Collected data entries:
___
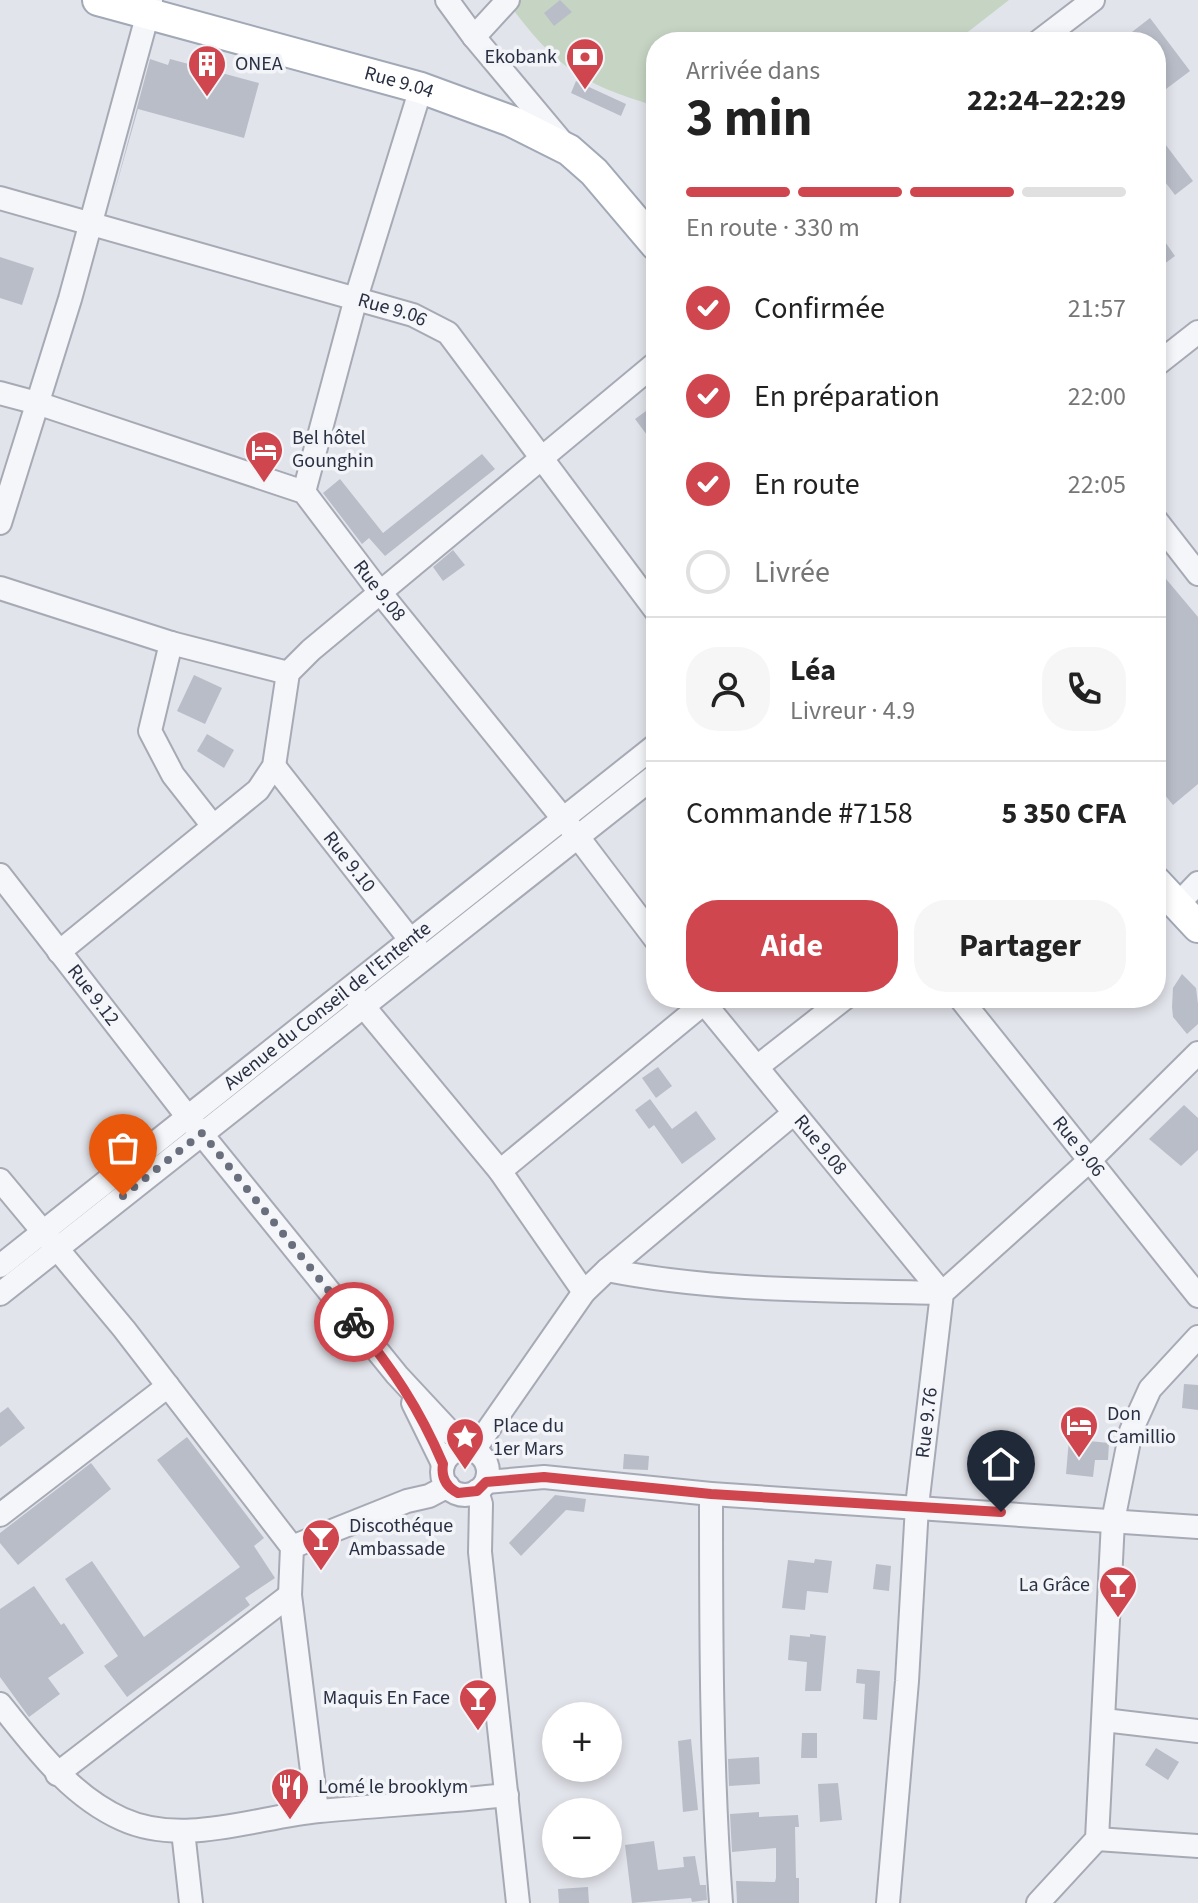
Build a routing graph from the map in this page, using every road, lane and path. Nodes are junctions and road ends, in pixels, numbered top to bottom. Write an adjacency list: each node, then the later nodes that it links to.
1 (98, 0): 5 (main road, Rue 9.04)
2 (510, 0): 7 (street)
3 (1093, 0): 6 (street)
4 (451, 2): 7 (street)
5 (150, 7): 8 (main road, Rue 9.04); 11 (street)
6 (1051, 32)
7 (474, 37): 9 (street)
8 (421, 88): 9 (main road, Rue 9.04); 13 (street)
9 (569, 150): 12 (main road, Rue 9.04)
10 (0, 198): 11 (street, Rue 9.06)
11 (90, 225): 13 (street, Rue 9.06); 18 (street)
12 (646, 233)
13 (356, 298): 19 (street, Rue 9.06); 20 (street)
14 (1198, 332): 15 (street)
15 (1166, 357)
16 (646, 371): 19 (street)
17 (0, 393): 18 (street)
18 (37, 403): 20 (street); 21 (street)
19 (540, 458): 25 (street); 26 (street, Rue 9.06)
20 (304, 492): 25 (street, Rue 9.08)
21 (0, 523)
22 (1166, 533): 23 (street)
23 (1198, 574)
24 (0, 588): 27 (street)
25 (379, 591): 28 (street); 33 (street, Rue 9.08)
26 (646, 598)
27 (171, 643): 28 (street); 32 (street)
28 (288, 673): 30 (street)
29 (646, 755): 33 (street, Avenue du Conseil de l'Entente)
30 (274, 766): 32 (street); 40 (street, Rue 9.10)
31 (646, 781): 33 (street, Avenue du Conseil de l'Entente)
32 (213, 826): 41 (street)
33 (571, 828): 38 (street, Rue 9.08); 40 (street, Avenue du Conseil de l'Entente)
34 (0, 875): 41 (street, Rue 9.12)
35 (1198, 883): 37 (street)
36 (1166, 894): 37 (main road)
37 (1176, 906): 39 (main road)
38 (646, 927)
39 (1198, 927)
40 (418, 949): 42 (street, Avenue du Conseil de l'Entente)
41 (59, 952): 50 (street, Rue 9.12)
42 (356, 997): 50 (street, Avenue du Conseil de l'Entente); 52 (street)
43 (694, 1008): 52 (street)
44 (708, 1008): 48 (street, Rue 9.08)
45 (832, 1008): 48 (street)
46 (968, 1008): 51 (street, Rue 9.06)
47 (1198, 1053): 51 (street)
48 (757, 1067): 49 (street, Rue 9.08)
49 (794, 1113): 56 (street); 58 (street, Rue 9.08)
50 (194, 1125): 54 (street, Avenue du Conseil de l'Entente); 63 (street, Rue 9.12)
51 (1089, 1161): 58 (street); 60 (street, Rue 9.06)
52 (500, 1171): 57 (street)
53 (0, 1180): 54 (street)
54 (49, 1241): 55 (street, Avenue du Conseil de l'Entente); 59 (street, Avenue du Conseil de l'Entente); 62 (street)
55 (0, 1266)
56 (607, 1270): 57 (street); 58 (street)
57 (584, 1292): 63 (street)
58 (942, 1293): 65 (street, Rue 9.76)
59 (0, 1294)
60 (1198, 1296)
61 (1198, 1337): 67 (street)
62 (168, 1386): 66 (street); 69 (street)
63 (465, 1473): 64 (street); 69 (street); 75 (street)
64 (711, 1494): 65 (street); 82 (street)
65 (917, 1506): 67 (street); 83 (street, Rue 9.76)
66 (0, 1515)
67 (1113, 1521): 68 (street); 72 (street)
68 (1198, 1527)
69 (292, 1547): 70 (street)
70 (290, 1595): 74 (street); 76 (street)
71 (0, 1705): 74 (street)
72 (1104, 1720): 73 (street); 78 (street)
73 (1198, 1731)
74 (57, 1774): 77 (street)
75 (507, 1795): 76 (street); 81 (street)
76 (317, 1811): 77 (street)
77 (183, 1831): 80 (street)
78 (1097, 1839): 79 (street); 84 (street)
79 (1198, 1846)
80 (191, 1903)
81 (518, 1903)
82 (721, 1903)
83 (888, 1903)
84 (1038, 1903)

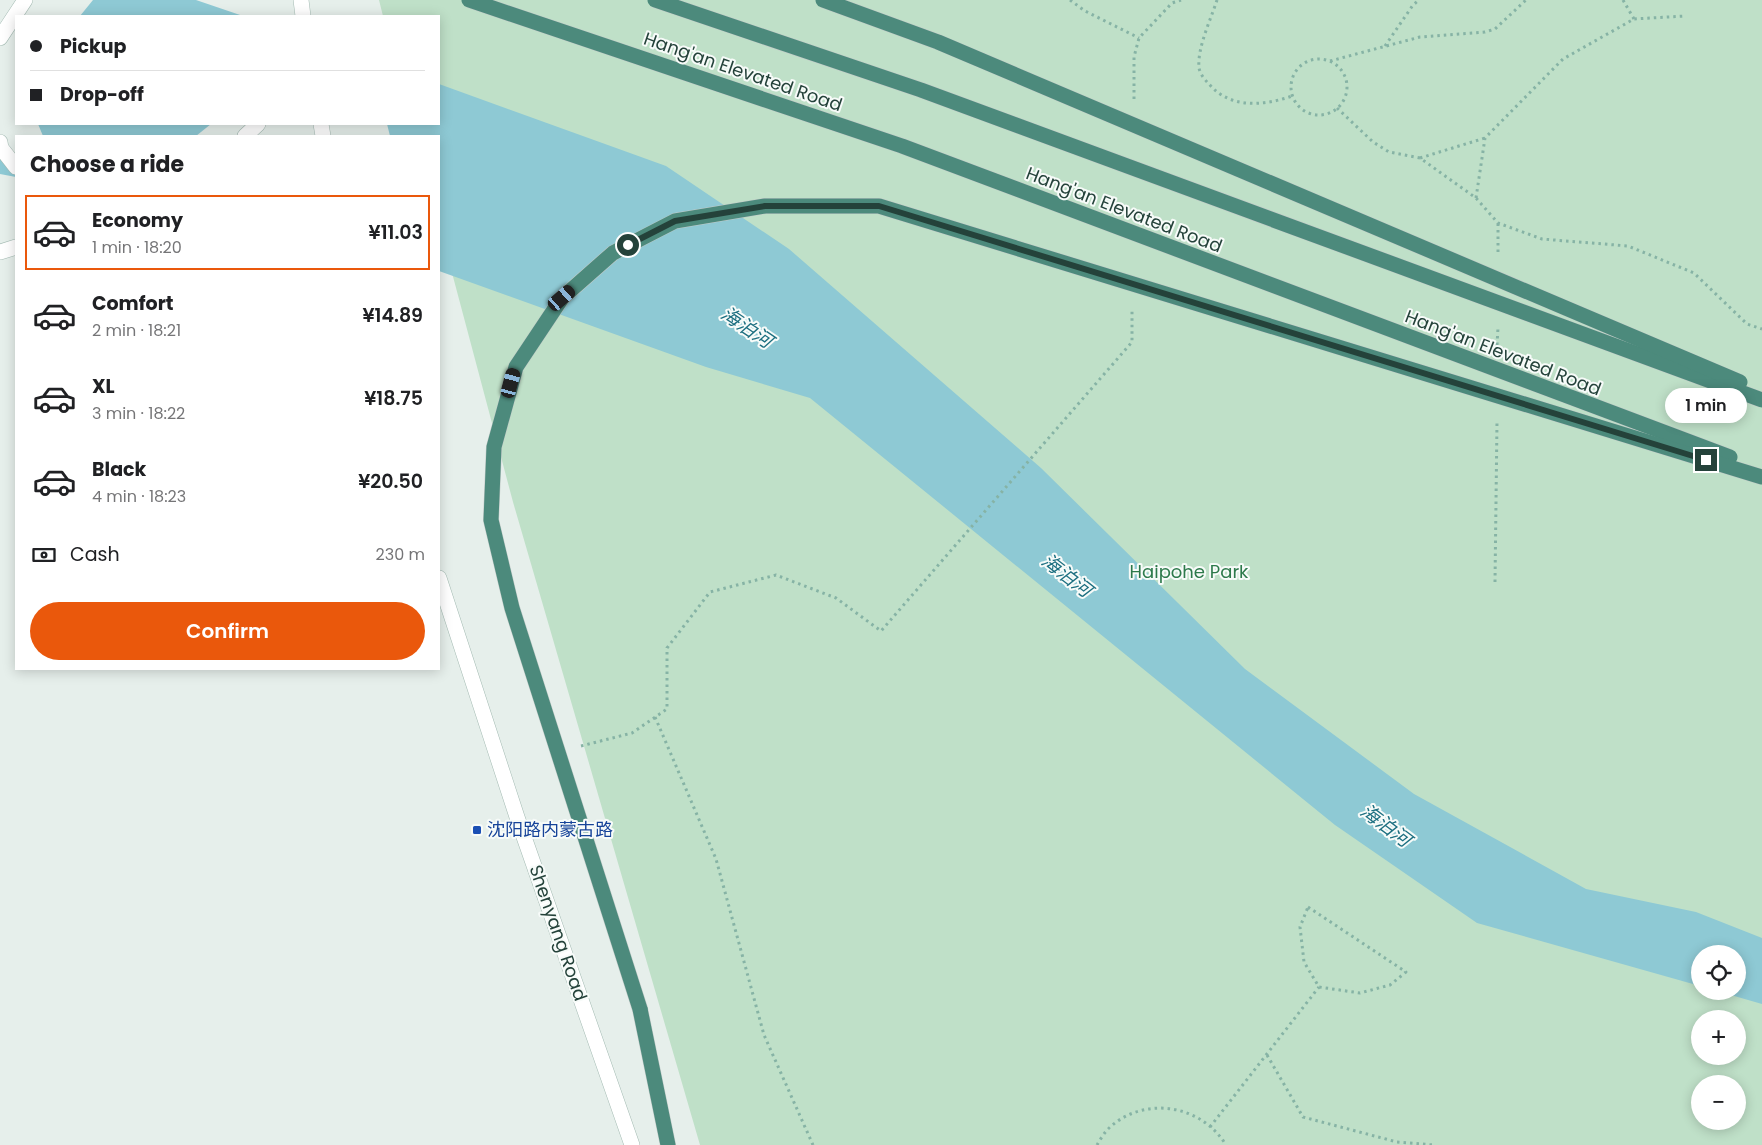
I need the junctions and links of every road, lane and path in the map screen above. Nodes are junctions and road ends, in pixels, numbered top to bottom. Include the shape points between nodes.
1 (25, 0) edge
2 (468, 0) edge
3 (655, 0) edge
4 (823, 0) edge
5 (1070, 0) edge
6 (1217, 0) edge
7 (1419, 0) edge
8 (1526, 0) edge
9 (1623, 0) edge
10 (15, 15) edge
11 (15, 15) edge
12 (1685, 16) dead end
13 (1634, 19) junction
14 (0, 38) edge
15 (1139, 38) dead end
16 (1384, 47) junction
17 (1330, 61) junction
18 (1292, 96) junction
19 (1337, 108) junction
20 (257, 125) edge
21 (246, 135) edge
22 (1485, 138) junction
23 (0, 142) edge
24 (1420, 158) junction
25 (15, 166) edge
26 (1476, 198) junction
27 (15, 247) edge
28 (0, 252) edge
29 (1762, 328) edge
30 (1762, 391) edge
31 (1762, 400) edge
32 (1040, 449) dead end
33 (1762, 469) edge
34 (1762, 477) edge
35 (440, 581) edge
36 (655, 717) junction
37 (572, 748) dead end
38 (1319, 987) junction
39 (1267, 1054) junction
40 (1210, 1127) junction
41 (632, 1145) edge
42 (668, 1145) edge
43 (812, 1145) edge
44 (1097, 1145) edge
45 (1226, 1145) edge
46 (1434, 1145) edge

1 - 10 main road
2 - 33 highway, Hang'an Elevated Road, bridge via 902,146
3 - 31 highway, bridge via 921,90
4 - 30 highway, bridge via 938,42
5 - 15 path
6 - 18 path via 1199,54 1199,69 1204,79 1214,90 1244,103 1278,101
7 - 16 path
8 - 16 path via 1495,29 1420,37
9 - 13 path
11 - 14 main road
12 - 13 path
13 - 22 path via 1563,59
16 - 17 path
17 - 18 path via 1320,59 1302,64 1292,78
17 - 19 path via 1338,66 1346,83 1343,101
18 - 19 path via 1296,104 1311,114 1320,115
19 - 24 path via 1373,142 1389,152
20 - 21 main road
22 - 24 path
22 - 26 path
23 - 25 main road
24 - 26 path
26 - 29 path via 1498,223 1542,239 1628,246 1694,273 1747,324
27 - 28 main road
32 - 36 path via 881,631 836,598 776,575 710,592 667,648 667,709
34 - 42 highway, bridge via 879,206 765,206 675,221 613,253 562,298 516,368 494,447 491,520 512,608 640,1009
35 - 41 main road, Shenyang Road via 514,809
36 - 37 path via 632,733
36 - 43 path via 716,859 764,1036
38 - 38 path via 1304,962 1300,927 1308,907 1406,972 1390,985 1360,993
38 - 39 path
39 - 40 path
39 - 46 path via 1303,1117 1396,1142
40 - 44 path via 1201,1118 1178,1109 1152,1108 1128,1115 1108,1129
40 - 45 path

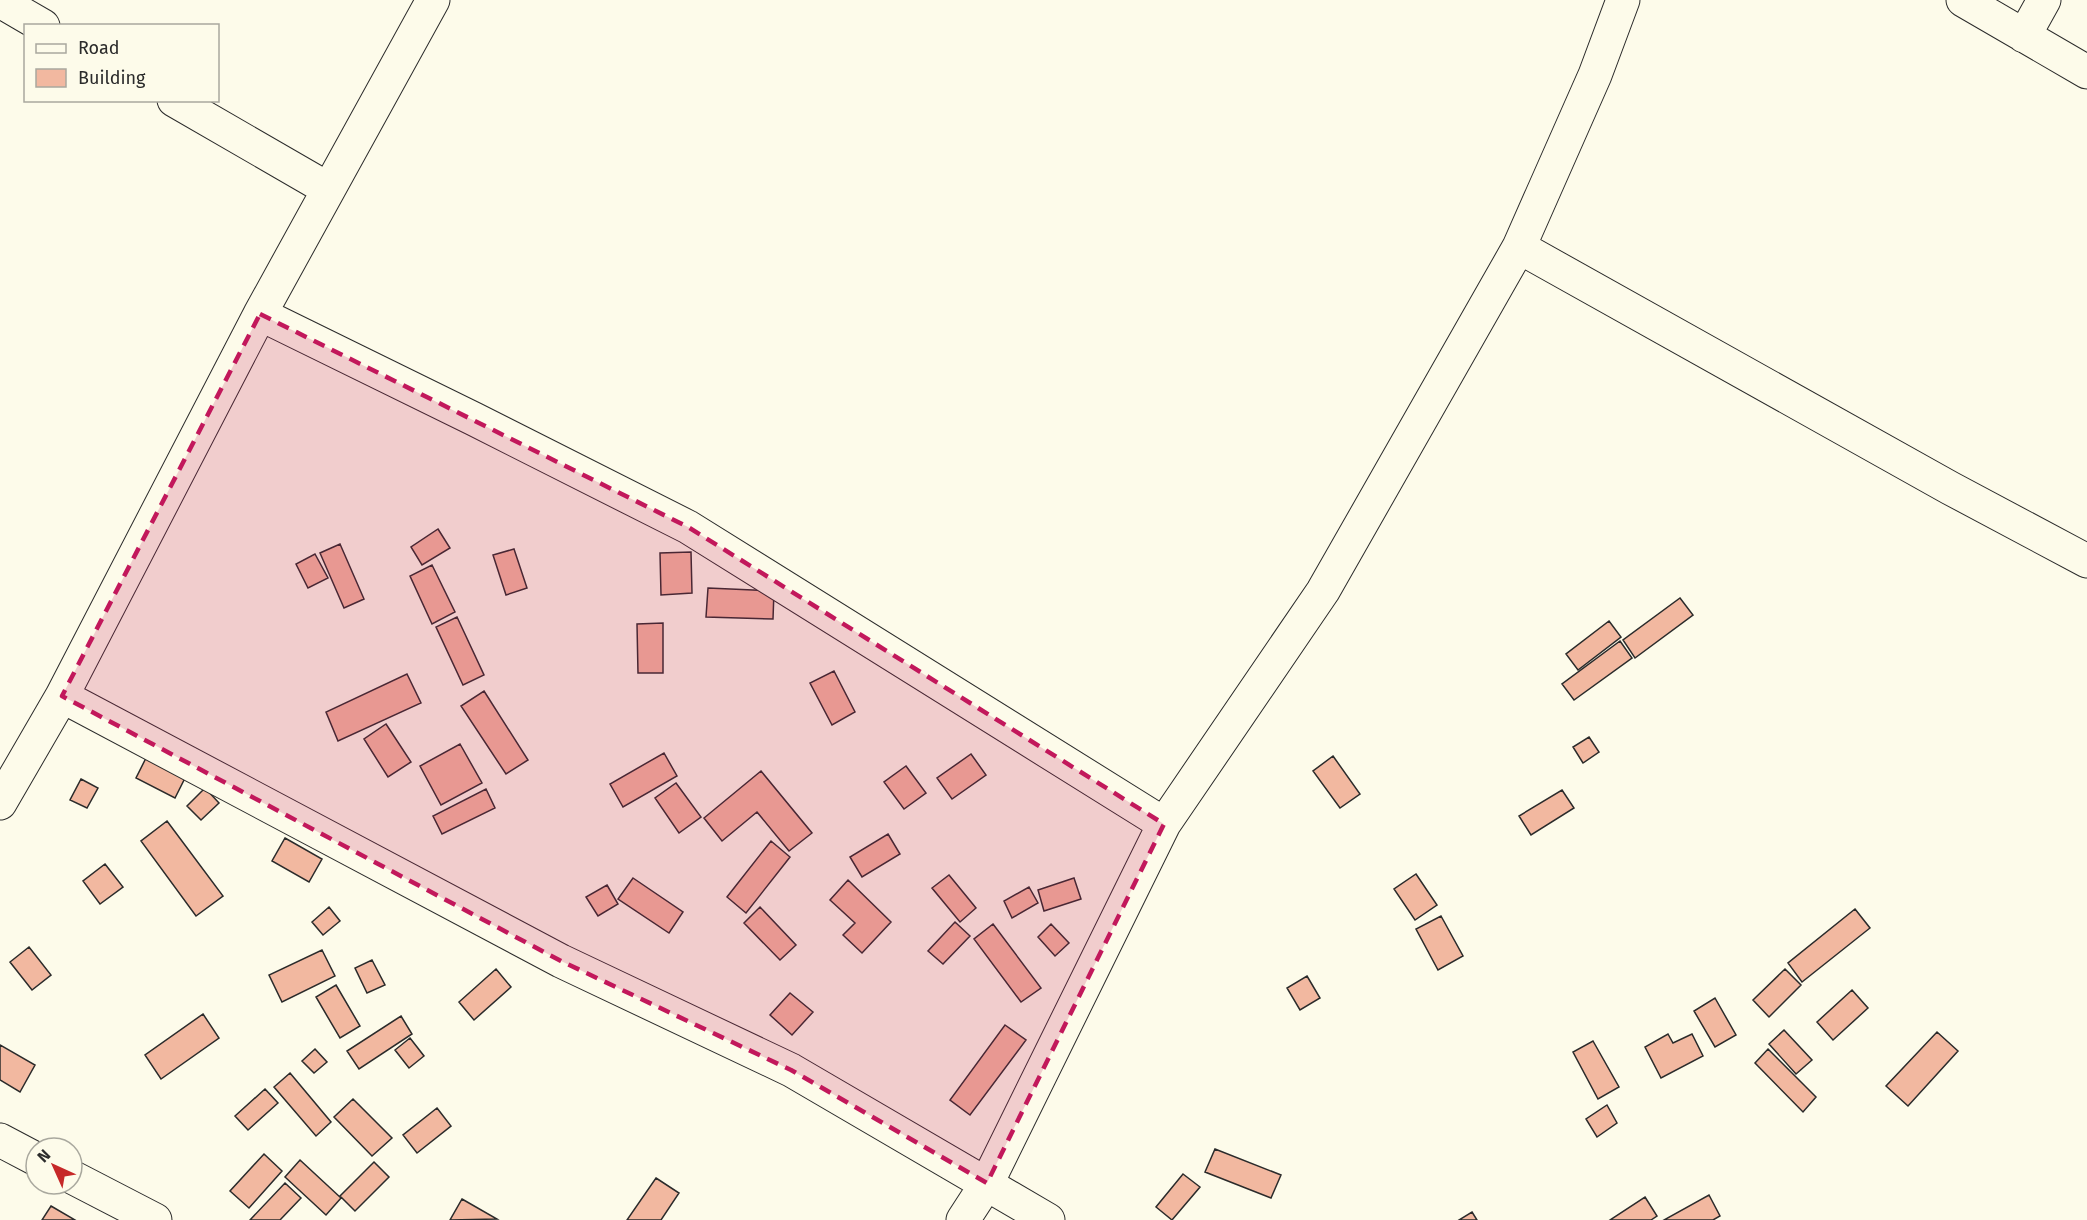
___
_Problem details:_ Number of lines above that include "Entente": state it and nothing else.

_Exercise answer:_ 7